YOUR GOAL: Check every line of the data below for "Juliana". Copy each one that has it.
Segment Start: GIVEN INFORMATION
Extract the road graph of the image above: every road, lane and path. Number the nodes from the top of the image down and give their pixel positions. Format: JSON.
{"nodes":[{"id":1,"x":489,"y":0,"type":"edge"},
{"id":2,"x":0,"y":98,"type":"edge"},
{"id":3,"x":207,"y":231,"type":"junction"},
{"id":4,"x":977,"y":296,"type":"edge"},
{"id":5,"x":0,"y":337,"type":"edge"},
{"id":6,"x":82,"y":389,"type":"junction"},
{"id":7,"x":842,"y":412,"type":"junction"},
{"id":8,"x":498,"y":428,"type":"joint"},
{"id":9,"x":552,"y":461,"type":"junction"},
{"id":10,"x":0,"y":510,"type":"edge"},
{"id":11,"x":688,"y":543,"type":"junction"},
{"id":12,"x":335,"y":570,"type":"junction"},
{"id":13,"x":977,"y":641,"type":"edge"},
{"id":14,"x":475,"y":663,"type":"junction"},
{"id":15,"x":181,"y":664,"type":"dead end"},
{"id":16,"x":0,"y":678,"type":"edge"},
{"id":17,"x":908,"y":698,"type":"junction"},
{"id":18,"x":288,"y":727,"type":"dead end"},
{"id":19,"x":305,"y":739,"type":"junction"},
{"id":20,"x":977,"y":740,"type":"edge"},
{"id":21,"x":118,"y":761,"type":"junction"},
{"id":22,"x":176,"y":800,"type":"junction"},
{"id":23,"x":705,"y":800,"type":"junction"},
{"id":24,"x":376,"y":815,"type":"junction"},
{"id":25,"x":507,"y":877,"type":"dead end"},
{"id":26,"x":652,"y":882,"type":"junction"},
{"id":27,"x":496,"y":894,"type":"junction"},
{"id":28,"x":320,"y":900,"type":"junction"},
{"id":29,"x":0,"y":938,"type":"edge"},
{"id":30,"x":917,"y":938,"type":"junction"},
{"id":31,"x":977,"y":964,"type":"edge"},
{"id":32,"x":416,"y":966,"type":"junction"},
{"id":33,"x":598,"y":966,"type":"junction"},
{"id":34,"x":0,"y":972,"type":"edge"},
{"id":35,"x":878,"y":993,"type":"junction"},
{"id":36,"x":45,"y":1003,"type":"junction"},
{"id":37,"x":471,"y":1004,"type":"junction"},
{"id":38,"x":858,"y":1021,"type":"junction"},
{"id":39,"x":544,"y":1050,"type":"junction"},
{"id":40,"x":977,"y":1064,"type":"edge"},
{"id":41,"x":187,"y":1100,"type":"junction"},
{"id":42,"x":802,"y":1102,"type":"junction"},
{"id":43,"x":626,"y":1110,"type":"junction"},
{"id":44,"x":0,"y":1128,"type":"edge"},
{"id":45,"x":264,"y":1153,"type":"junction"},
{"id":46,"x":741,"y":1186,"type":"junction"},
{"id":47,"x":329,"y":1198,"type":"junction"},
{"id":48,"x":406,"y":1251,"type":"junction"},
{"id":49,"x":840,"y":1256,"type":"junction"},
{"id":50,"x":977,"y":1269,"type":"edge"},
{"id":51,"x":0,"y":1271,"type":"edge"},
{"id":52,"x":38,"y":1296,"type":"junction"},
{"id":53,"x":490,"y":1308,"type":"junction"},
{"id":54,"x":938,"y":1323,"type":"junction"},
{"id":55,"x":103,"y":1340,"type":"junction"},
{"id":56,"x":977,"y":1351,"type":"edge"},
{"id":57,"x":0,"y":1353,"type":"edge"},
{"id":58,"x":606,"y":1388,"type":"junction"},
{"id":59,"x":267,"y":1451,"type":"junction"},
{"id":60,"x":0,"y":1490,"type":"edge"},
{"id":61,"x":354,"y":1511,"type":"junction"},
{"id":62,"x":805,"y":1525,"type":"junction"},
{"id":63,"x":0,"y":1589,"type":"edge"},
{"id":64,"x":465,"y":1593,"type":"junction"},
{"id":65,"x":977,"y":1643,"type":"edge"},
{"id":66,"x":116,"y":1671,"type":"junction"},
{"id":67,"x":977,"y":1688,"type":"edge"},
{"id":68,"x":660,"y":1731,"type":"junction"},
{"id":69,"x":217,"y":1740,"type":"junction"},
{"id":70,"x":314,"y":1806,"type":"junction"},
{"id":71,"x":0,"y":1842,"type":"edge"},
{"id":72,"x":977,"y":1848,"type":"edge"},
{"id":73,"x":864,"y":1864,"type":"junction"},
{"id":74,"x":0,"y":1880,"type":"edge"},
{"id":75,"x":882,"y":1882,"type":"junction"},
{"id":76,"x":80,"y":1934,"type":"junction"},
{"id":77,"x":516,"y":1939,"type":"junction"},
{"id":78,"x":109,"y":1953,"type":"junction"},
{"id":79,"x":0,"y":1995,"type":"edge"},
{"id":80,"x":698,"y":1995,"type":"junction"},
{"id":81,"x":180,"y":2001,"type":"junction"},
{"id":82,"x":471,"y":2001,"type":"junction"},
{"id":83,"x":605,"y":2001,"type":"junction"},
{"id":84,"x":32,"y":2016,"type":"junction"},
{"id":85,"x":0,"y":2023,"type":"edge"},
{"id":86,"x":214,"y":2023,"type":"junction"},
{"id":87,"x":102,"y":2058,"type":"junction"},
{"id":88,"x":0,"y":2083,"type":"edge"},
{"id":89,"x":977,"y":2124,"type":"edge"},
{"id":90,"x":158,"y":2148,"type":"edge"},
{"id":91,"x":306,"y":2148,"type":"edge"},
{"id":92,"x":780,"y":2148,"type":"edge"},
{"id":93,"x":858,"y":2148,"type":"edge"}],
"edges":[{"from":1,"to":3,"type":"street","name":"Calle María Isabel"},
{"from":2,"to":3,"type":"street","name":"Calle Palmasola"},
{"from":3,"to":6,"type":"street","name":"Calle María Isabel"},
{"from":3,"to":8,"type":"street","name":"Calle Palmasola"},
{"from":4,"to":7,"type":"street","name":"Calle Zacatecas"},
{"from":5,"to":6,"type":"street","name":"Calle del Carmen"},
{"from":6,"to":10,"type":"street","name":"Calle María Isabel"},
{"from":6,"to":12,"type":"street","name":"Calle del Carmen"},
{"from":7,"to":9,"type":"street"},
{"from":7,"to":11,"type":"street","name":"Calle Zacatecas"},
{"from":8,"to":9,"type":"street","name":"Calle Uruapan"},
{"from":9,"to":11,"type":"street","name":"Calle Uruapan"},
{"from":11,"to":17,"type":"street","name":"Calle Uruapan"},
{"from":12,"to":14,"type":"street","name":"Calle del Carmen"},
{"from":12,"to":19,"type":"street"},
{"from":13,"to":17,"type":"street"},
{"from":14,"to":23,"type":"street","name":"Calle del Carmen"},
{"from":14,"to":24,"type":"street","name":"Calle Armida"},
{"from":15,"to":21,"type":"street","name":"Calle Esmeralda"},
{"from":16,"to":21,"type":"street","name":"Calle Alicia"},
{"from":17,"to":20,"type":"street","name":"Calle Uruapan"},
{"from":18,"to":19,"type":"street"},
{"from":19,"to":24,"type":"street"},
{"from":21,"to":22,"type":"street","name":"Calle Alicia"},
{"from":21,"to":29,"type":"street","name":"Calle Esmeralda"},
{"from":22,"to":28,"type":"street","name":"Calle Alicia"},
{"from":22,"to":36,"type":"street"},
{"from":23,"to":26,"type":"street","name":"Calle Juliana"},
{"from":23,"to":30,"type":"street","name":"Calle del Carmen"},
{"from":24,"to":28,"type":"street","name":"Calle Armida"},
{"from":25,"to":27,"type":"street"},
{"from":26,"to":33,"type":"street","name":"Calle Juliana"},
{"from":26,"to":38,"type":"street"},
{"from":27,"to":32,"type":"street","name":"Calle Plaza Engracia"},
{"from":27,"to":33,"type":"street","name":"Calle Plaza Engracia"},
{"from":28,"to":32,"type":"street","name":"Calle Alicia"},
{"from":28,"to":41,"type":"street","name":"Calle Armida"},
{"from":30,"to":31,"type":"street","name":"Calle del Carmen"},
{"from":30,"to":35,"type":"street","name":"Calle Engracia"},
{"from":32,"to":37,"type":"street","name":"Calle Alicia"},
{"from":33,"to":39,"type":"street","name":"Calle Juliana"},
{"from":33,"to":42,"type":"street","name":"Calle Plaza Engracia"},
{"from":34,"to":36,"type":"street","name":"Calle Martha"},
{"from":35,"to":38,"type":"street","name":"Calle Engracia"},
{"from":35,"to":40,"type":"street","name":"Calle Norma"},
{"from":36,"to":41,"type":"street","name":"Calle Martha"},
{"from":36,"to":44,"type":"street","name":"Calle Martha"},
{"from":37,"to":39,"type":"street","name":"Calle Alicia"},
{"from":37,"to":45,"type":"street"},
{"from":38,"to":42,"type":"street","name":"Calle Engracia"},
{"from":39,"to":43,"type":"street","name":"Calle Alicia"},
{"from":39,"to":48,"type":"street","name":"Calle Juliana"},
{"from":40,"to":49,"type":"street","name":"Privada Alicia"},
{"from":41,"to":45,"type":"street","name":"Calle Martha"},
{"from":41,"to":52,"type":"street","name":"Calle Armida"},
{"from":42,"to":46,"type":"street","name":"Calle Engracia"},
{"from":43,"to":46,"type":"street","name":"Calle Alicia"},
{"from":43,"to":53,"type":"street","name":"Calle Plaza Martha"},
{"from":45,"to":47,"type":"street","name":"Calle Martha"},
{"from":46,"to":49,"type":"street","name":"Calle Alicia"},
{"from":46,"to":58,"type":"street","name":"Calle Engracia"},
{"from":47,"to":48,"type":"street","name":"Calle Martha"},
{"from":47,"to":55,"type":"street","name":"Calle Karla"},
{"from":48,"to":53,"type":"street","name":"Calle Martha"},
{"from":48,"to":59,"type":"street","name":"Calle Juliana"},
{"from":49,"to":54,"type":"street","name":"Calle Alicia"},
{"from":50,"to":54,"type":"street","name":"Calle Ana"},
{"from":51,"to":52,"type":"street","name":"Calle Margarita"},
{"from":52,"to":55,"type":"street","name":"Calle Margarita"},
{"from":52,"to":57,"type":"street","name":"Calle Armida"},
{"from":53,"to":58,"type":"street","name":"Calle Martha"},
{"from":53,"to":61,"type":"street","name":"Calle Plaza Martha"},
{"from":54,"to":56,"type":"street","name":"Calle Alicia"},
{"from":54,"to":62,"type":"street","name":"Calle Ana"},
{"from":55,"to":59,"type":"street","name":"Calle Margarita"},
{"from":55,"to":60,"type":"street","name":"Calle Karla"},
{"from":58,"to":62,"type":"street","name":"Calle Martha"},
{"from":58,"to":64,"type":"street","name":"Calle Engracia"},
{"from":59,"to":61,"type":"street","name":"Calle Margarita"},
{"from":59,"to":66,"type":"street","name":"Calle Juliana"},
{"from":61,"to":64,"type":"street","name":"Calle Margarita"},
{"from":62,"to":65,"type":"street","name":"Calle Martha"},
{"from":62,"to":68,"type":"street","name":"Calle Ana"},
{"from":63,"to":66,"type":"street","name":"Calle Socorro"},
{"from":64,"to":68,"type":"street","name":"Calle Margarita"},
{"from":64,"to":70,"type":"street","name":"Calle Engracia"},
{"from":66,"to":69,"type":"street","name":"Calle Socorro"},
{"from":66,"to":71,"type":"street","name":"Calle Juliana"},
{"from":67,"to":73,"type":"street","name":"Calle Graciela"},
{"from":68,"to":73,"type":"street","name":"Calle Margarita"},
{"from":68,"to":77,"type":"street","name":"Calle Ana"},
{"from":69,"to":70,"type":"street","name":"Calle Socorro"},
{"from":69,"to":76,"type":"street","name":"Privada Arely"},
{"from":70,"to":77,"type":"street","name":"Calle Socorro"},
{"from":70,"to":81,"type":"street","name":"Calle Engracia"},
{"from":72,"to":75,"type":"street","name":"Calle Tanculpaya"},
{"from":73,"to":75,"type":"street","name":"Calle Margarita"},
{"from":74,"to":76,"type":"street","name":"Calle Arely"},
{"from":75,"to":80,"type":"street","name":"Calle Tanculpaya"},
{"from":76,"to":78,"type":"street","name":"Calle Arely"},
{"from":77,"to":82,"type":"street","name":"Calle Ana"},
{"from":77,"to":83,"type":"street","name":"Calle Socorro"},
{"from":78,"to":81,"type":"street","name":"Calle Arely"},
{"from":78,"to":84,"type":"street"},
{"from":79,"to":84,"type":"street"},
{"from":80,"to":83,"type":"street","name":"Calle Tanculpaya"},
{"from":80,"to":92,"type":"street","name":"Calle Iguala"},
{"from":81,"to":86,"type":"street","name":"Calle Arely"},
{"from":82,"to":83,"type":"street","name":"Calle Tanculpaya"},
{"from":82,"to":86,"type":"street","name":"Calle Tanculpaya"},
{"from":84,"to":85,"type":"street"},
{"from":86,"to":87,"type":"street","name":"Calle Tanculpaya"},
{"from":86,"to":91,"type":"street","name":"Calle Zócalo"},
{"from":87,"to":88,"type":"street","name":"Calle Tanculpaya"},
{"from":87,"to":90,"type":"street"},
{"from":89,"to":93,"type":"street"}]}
Segment End: GIVEN INFORMATION
RESPONSE:
{"from":23,"to":26,"type":"street","name":"Calle Juliana"},
{"from":26,"to":33,"type":"street","name":"Calle Juliana"},
{"from":33,"to":39,"type":"street","name":"Calle Juliana"},
{"from":39,"to":48,"type":"street","name":"Calle Juliana"},
{"from":48,"to":59,"type":"street","name":"Calle Juliana"},
{"from":59,"to":66,"type":"street","name":"Calle Juliana"},
{"from":66,"to":71,"type":"street","name":"Calle Juliana"},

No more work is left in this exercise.